Cheney's views are especially important to hear. And he is under no obligation to answer charges that he is a war criminal in the media, just as no alleged criminal is under any obligation to talk to the press. It is therefore the media's task to foster an discussion in which he is willing to participate.

If you disagree (as I do) with the strategy of calling opponents of "enhanced interrogation" "traitors", then you should, on the same principle, disagree with any policy of matter-of-factly labelling Cheney and those who carried out his orders "torturers". Both strategies are attempts to get your opponent to, as you put, shut up.
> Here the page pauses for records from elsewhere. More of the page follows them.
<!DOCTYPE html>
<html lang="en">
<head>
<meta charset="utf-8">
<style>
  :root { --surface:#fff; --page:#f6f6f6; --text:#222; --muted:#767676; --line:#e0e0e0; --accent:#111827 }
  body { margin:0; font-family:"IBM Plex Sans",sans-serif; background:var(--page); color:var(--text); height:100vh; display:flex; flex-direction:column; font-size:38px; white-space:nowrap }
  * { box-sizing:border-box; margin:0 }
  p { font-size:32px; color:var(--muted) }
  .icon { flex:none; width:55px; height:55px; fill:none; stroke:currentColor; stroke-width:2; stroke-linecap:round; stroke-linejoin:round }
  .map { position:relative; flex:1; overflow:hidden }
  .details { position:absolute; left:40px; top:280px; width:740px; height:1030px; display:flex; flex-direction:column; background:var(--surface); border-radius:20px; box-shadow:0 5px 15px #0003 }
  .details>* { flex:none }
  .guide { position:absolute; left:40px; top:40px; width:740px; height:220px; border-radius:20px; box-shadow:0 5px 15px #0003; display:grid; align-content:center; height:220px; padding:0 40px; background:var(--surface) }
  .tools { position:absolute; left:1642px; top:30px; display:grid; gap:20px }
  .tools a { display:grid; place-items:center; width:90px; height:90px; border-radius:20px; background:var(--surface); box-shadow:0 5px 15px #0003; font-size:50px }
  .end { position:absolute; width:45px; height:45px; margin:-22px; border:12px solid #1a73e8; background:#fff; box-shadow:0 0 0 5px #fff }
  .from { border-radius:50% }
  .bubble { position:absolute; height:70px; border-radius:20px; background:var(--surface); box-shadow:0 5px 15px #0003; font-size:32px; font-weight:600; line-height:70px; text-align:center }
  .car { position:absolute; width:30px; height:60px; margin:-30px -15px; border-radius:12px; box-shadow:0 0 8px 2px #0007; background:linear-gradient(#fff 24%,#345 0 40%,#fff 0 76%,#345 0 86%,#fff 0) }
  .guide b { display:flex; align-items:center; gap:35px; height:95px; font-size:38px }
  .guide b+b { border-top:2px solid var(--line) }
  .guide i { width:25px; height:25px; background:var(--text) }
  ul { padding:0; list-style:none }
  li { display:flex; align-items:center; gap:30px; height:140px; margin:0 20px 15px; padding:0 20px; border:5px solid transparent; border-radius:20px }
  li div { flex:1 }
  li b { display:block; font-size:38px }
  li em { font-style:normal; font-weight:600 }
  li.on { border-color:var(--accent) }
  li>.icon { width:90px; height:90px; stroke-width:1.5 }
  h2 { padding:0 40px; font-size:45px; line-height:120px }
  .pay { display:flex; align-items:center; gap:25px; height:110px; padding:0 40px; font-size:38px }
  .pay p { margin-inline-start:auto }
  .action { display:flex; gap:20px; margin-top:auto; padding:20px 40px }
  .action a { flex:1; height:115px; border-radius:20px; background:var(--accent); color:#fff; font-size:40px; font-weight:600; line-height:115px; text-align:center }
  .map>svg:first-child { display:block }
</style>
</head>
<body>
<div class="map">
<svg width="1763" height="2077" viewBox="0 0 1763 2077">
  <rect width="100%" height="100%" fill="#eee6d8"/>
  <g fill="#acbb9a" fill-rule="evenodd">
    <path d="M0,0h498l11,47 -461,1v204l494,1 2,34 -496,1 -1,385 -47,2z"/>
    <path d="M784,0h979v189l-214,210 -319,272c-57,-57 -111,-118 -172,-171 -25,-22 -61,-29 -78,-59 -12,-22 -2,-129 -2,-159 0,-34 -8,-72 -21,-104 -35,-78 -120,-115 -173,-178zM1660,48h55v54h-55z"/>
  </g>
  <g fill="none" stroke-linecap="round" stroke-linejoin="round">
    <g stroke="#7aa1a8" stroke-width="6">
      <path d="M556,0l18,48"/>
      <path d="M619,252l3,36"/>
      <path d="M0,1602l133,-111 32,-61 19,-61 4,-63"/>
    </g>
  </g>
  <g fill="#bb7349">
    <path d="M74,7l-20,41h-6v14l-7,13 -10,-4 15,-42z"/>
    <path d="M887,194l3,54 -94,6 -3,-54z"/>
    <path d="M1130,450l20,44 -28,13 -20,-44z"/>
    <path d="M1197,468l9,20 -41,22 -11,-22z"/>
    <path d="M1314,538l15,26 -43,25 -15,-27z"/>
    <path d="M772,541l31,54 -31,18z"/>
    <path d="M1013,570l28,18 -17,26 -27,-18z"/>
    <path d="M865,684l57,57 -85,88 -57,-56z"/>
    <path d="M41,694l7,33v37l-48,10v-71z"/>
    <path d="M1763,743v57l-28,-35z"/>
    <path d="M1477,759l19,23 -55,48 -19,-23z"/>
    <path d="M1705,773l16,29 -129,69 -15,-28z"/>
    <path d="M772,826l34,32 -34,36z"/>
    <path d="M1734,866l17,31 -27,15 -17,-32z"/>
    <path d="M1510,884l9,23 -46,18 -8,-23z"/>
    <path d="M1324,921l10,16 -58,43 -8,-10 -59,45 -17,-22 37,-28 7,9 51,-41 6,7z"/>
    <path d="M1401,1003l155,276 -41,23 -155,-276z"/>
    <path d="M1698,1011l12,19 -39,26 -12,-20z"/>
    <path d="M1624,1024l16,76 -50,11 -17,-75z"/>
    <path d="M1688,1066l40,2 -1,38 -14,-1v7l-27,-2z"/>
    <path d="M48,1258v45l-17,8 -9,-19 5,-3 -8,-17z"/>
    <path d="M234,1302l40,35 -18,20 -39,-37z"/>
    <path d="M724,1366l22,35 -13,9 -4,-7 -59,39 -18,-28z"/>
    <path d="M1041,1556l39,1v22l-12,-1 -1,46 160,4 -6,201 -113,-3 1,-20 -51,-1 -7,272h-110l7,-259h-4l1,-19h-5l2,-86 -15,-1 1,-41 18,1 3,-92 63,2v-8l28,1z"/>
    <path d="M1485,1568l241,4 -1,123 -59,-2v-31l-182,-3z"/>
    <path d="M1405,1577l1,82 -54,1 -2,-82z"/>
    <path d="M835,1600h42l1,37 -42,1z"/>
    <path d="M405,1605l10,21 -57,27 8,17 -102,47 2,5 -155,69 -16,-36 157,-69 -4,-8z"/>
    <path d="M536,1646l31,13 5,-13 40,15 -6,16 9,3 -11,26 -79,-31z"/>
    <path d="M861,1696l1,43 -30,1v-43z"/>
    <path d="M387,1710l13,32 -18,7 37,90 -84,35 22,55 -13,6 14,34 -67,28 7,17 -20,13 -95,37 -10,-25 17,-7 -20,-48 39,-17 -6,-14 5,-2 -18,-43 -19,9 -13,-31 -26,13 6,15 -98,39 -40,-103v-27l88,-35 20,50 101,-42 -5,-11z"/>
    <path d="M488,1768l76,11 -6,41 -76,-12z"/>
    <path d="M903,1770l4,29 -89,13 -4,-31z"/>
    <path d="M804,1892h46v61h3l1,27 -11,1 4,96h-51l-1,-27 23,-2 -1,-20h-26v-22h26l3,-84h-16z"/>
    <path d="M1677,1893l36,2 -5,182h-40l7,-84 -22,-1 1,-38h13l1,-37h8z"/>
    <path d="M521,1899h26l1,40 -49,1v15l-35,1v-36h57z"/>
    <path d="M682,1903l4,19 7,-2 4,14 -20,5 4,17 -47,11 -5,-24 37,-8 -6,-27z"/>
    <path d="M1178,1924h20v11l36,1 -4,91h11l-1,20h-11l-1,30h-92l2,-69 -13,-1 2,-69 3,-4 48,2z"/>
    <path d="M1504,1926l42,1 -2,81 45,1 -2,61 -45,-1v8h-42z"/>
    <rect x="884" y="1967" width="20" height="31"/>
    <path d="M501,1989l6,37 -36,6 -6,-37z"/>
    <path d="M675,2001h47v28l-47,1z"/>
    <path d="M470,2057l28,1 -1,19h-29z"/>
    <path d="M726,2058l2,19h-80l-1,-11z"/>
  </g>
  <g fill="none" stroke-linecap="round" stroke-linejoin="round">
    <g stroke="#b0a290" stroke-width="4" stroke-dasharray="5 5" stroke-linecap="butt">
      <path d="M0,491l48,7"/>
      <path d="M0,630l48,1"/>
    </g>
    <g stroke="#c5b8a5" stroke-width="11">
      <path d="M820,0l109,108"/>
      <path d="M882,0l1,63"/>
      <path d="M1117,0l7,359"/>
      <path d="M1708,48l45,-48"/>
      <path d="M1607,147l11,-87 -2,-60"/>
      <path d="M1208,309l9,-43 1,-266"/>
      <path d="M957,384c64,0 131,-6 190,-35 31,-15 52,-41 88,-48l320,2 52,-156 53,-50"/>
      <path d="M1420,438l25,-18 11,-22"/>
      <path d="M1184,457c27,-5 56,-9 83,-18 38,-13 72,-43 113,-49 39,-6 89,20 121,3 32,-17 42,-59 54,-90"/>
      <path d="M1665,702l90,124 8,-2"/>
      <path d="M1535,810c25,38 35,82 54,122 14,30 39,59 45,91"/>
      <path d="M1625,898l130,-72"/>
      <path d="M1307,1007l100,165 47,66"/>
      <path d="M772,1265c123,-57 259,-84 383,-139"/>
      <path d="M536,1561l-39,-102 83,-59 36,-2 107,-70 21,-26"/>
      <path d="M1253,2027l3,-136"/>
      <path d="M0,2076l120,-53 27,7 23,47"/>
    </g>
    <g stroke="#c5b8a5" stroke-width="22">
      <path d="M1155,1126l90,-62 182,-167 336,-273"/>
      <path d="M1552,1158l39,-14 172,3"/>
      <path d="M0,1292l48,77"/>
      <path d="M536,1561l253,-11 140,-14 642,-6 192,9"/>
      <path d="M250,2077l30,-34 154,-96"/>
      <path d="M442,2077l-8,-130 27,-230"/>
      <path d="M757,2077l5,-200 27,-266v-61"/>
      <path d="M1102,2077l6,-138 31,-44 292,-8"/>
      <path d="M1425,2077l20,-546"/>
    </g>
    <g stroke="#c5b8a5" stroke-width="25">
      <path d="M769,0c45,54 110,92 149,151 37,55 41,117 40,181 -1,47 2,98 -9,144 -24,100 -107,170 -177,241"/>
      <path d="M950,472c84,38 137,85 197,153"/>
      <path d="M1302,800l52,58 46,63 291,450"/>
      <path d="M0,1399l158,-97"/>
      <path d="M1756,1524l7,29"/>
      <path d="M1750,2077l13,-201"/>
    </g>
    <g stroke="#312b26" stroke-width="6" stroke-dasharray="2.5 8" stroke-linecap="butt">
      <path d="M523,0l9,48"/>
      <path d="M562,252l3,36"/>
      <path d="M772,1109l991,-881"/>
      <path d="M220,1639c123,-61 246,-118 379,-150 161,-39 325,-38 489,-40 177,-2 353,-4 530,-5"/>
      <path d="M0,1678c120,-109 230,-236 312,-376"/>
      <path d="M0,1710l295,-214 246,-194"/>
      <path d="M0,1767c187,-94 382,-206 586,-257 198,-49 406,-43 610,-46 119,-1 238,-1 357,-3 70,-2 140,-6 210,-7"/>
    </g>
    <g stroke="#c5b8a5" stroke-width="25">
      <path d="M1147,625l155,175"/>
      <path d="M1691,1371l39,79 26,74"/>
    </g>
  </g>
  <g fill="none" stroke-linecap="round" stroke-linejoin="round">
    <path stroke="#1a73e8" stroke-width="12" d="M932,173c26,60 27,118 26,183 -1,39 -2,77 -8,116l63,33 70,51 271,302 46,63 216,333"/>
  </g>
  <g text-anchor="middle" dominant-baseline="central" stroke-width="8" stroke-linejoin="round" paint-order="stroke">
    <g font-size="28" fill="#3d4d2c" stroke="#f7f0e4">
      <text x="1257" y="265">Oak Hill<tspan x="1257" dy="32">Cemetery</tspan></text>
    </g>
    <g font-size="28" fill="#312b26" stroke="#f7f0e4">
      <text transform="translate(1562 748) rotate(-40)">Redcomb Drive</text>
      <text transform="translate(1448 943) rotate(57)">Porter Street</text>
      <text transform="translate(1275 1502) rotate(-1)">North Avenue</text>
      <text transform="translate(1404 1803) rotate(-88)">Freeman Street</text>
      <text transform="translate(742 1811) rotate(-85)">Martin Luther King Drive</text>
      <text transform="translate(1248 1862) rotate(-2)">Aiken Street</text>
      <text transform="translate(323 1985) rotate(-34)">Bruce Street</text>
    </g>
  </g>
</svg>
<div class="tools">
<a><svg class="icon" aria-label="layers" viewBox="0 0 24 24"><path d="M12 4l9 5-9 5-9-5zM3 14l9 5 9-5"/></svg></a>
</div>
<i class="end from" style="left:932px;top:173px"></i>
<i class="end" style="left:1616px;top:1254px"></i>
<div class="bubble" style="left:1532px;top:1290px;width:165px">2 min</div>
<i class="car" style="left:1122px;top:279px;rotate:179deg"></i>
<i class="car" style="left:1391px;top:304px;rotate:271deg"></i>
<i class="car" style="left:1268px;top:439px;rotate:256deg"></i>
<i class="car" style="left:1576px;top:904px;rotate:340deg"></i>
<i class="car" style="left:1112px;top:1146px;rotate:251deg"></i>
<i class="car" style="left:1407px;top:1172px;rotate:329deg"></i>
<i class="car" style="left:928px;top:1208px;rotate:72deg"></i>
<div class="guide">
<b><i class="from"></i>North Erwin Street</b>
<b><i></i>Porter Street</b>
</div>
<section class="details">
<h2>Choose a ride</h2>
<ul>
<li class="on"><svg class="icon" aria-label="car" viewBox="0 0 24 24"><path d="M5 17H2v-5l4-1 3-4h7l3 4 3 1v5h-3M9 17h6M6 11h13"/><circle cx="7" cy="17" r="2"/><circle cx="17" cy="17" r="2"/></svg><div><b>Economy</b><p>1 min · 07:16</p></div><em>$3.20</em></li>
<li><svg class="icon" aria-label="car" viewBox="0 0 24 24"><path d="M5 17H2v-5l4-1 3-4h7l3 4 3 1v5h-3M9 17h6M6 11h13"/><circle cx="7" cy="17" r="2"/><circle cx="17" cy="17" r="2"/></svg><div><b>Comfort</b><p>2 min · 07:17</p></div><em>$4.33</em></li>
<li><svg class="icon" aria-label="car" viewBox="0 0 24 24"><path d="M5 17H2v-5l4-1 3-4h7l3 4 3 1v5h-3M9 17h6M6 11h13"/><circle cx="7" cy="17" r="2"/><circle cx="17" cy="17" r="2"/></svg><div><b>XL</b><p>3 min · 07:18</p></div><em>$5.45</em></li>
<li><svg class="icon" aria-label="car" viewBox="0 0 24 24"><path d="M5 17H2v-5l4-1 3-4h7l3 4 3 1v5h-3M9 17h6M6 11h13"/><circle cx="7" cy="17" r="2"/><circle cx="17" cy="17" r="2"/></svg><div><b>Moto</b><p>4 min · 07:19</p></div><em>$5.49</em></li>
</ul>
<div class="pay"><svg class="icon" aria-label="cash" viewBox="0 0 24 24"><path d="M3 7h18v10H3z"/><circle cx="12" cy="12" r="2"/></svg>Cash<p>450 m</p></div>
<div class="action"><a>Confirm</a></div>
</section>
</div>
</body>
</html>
To use the word "torture" to refer to what Cheney is defending is a standing invitation to stay away from the discussion.

Jonathan dijo...

Waterboarding is torture. Cheney authorized waterboarding. (He's admitted it.) Torture is illegal. Therefore Cheney is a criminal. The only escape clause is if waterboarding somehow is not torture. Nevertheless there is no controversy on this point. Only the criminals themselves and some supporters make this claim, and only when it applies to themselves. In other words, they would call it torture if some other less sympathetic government did it.

Cheney is not only unafraid to go on the media to defend his policy, he is in fact the main public spokesman for this view, on the theory that the best defense is a good offense. (E.g., criticizing Obama for making the nation "less safe" by not torturing.)

Thomas dijo...

I agree with every word Jonathan just wrote.

I just don't think it implies that NPR should explicitly call waterboarding "torture" (though it is in fact torture) and, therefore, implicitly call Cheney a criminal.

If the all the major media were as honest as Jonathan, Cheney would be afraid to defend his views on the air. Cheney, that is, would never choose Jonathan's weekly radio program to express himself on.

I will grant, however, that if Jonathan was in charge of the major media, Cheney might also have been afraid to authorize torture. So if we're just discussing whether the major media suck, then, well, of course ...

(At that point, however, the analogy to creationism and Holocaust denial breaks down.. For reasons that I think I'm going to write a post of my own about.)